Martin tells four people of the sighting: his editor, McIlvaine; his fiancée, Emily Tisdale; the family pastor, Dr. Grimshaw; and a college friend, Harry Wheelwright.

From Wheelwright, McIlvaine learns that he and Martin secretly opened Augustus's grave and found a child buried there instead of the old man.

From Sarah, McIlvaine learns that Augustus was diagnosed with a terminal blood disease and that with the assistance of his secretary, Eustace Simmons, he entered a private hospital said to be near Saranac Lake in upstate New York and run by a Dr.

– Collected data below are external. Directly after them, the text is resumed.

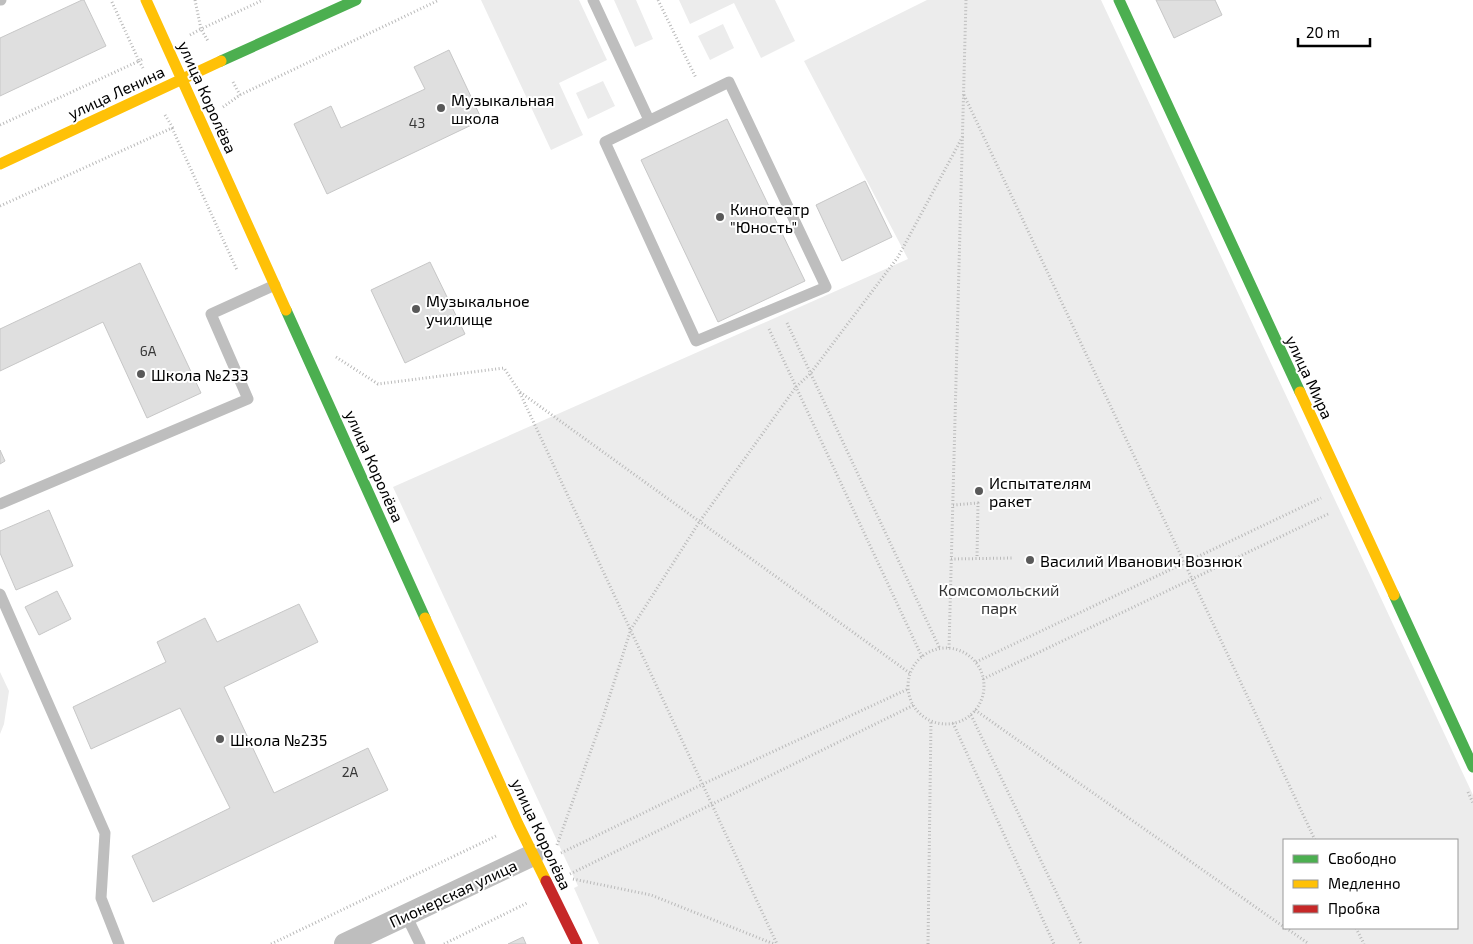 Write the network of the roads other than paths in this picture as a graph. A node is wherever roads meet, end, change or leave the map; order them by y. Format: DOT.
graph roads {
  1 [pos="146,0"];
  2 [pos="356,0"];
  3 [pos="592,0"];
  4 [pos="1119,0"];
  5 [pos="182,79"];
  6 [pos="649,120"];
  7 [pos="0,164"];
  8 [pos="275,284"];
  9 [pos="0,504"];
  10 [pos="0,594"];
  11 [pos="1472,762"];
  12 [pos="543,856"];
  13 [pos="406,915"];
  14 [pos="119,944"];
  15 [pos="345,944"];
  16 [pos="420,944"];
  17 [pos="577,944"];
  1 -- 5 [label="street, улица Королёва"];
  2 -- 5 [label="street, улица Ленина"];
  3 -- 6 [label="lane"];
  4 -- 11 [label="street, улица Мира"];
  5 -- 7 [label="street, улица Ленина"];
  5 -- 8 [label="street, улица Королёва"];
  6 -- 6 [label="lane"];
  8 -- 9 [label="lane"];
  8 -- 12 [label="street, улица Королёва"];
  10 -- 14 [label="lane"];
  12 -- 13 [label="street, Пионерская улица"];
  12 -- 17 [label="street, улица Королёва"];
  13 -- 15 [label="street, Пионерская улица"];
  13 -- 16 [label="lane"];
}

Sartorius.

Sartorius, a brilliant and innovative Army surgeon during the Civil War, has invented treatments that were then unknown to medicine: blood transfusions, dialysis, bone marrow transplants and others.

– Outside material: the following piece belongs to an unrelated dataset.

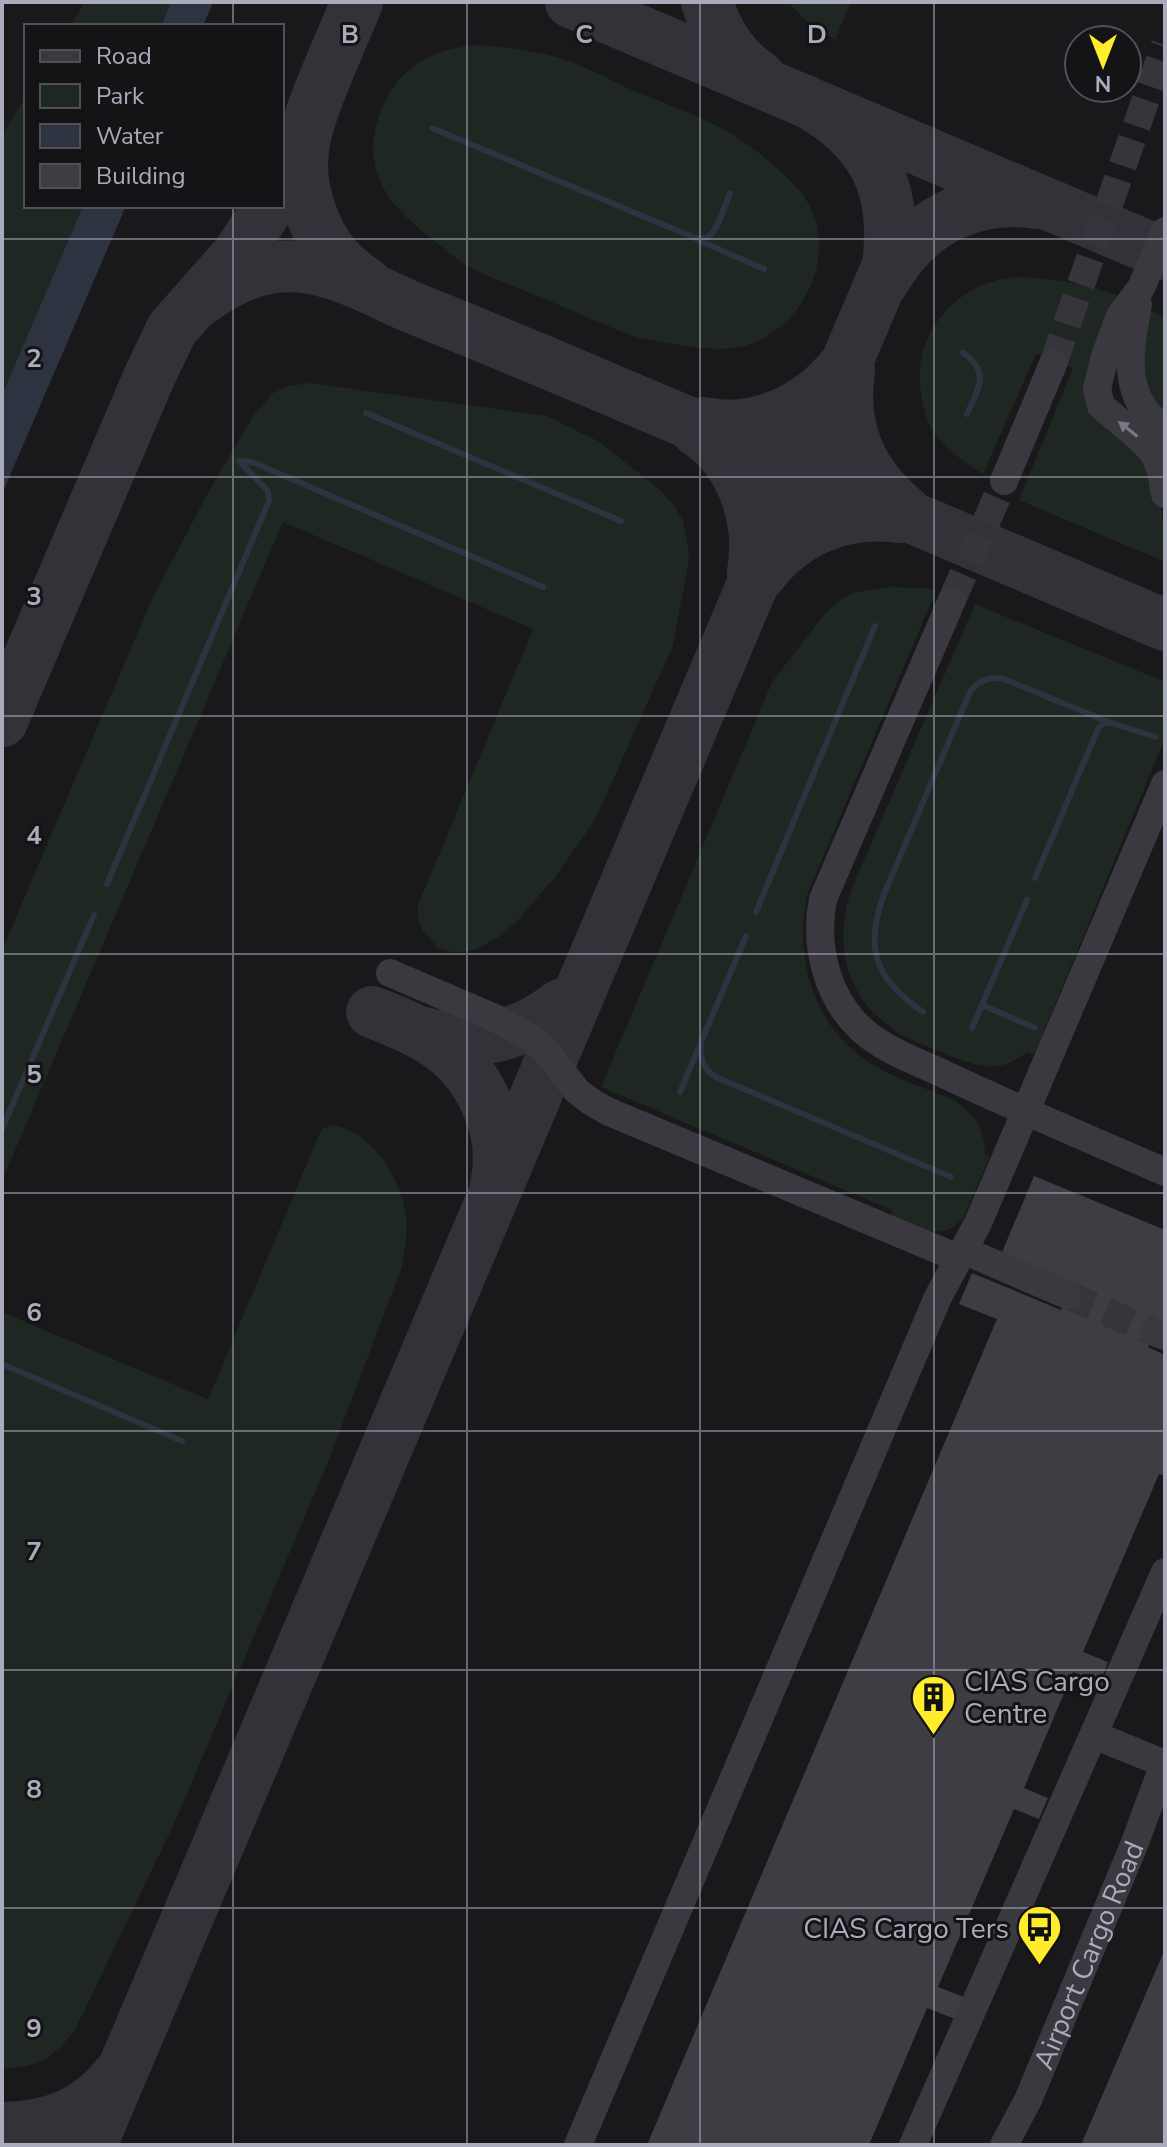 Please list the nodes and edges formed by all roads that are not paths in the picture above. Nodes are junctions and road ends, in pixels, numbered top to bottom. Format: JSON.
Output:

With the assistance of the corrupt Tweed Ring, which runs New York (and with which several of the old men are connected), Sartorius has built a secret sanitarium in which he is free to experiment and administer his treatments without any supervision.

When Donne discovers the location of the sanitarium in a municipal waterworks installation outside the city, he stages a police raid.

The first-person narrator presents a very negative image of the city he lives in – and he shows the readers an authentic view on the New York in 1871.

The novel was less successful than Doctorow' previous works Billy Bathgate (1989) and Ragtime (1975), but like them it combines history with fiction.

[1] In 1984 Doctorow had previously written a story about the Croton Aqueduct titled "Waterworks" which is featured in the collection Lives of the Poets.